ENDO 2026: New data adds to evidence for vosoritide in hypochondroplasia

Three-year extension data suggest sustained growth improvements with vosoritide in children with hypochondroplasia, although findings should be interpreted in the context of a small, responder-enriched extension population.

New data presented at ENDO 2026, the Endocrine Society Annual Meeting, provide further insight into the use of vosoritide (Voxzogo®; BioMarin Pharmaceutical Inc., San Rafael, CA, USA) in children with hypochondroplasia.^1,2 Vosoritide is a C-type natriuretic peptide (CNP) analog that promotes growth by inhibiting the ERK1/2-MAPK signaling pathway downstream of FGFR3.²

Hypochondroplasia is a rare genetic skeletal dysplasia associated with impaired bone growth, disproportionate short stature, and skeletal differences that may affect the long bones, spine, and other parts of the skeleton.

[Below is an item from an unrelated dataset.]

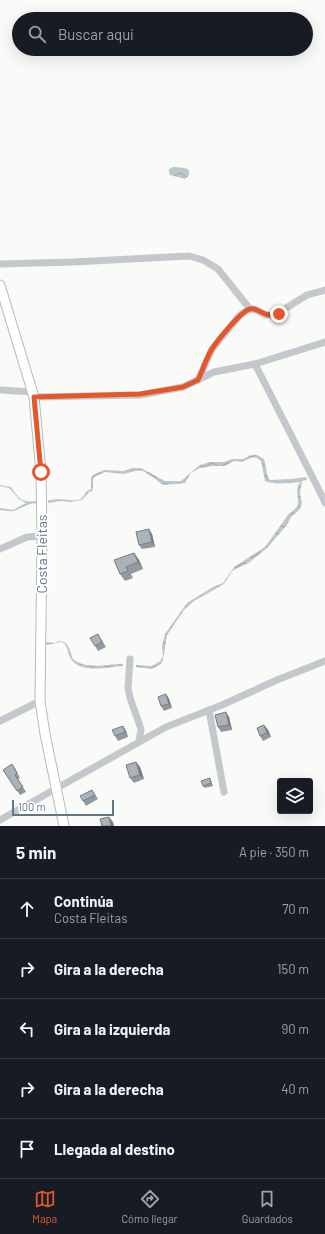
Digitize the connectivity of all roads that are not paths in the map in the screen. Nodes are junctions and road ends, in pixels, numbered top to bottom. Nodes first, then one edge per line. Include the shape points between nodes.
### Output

It can also be associated with otolaryngologic and neurological complications, and there are currently no medicines approved by the FDA or European Medicines Agency for the treatment of hypochondroplasia.¹

The phase 2 study (NCT04219007) included a 6-month observation period followed by 12 months of daily subcutaneous vosoritide 15 μg/kg/day. Twenty-four children completed the core study, and those who achieved an increase in annualized growth velocity (AGV) of >1.6 cm/year compared with the observation period were eligible to enter the extension phase.

Thirteen children, including seven females and 11 with the Asn540Lys variant, entered the extension study and completed 3 years of treatment. At screening, mean age was 5.8 ± 1.1 years and mean height was −3.27 ± 0.71 standard deviation (SD). During the observation period, mean height worsened by −0.09 SD, reaching −3.36 ± 0.64 SD at Day 1 (p=0.01).

Over 3 years of vosoritide treatment, mean height improved by 0.72 SD, reaching −2.64 ± 0.79 SD at Year 3. Mean height gains were 0.44 SD in Year 1 (p<0.001), 0.09 SD in Year 2 (p=0.11), and 0.20 SD in Year 3 (p=0.01). Mean AGV increased from 4.27 ± 0.70 cm/year at Baseline to 7.24 ± 0.80 cm/year at the end of Year 1 (p<0.001). Although AGV decreased slightly in Years 2 and 3, it remained above Baseline at 5.55 ± 1.02 cm/year and 6.13 ± 1.27 cm/year, respectively.

Vosoritide was generally well tolerated, with no treatment-related serious adverse events reported. Injection site reactions were reported in 76.9% of participants during Year 1, decreasing to 23.1% during Years 2 and 3. No participants discontinued therapy during the extension phase.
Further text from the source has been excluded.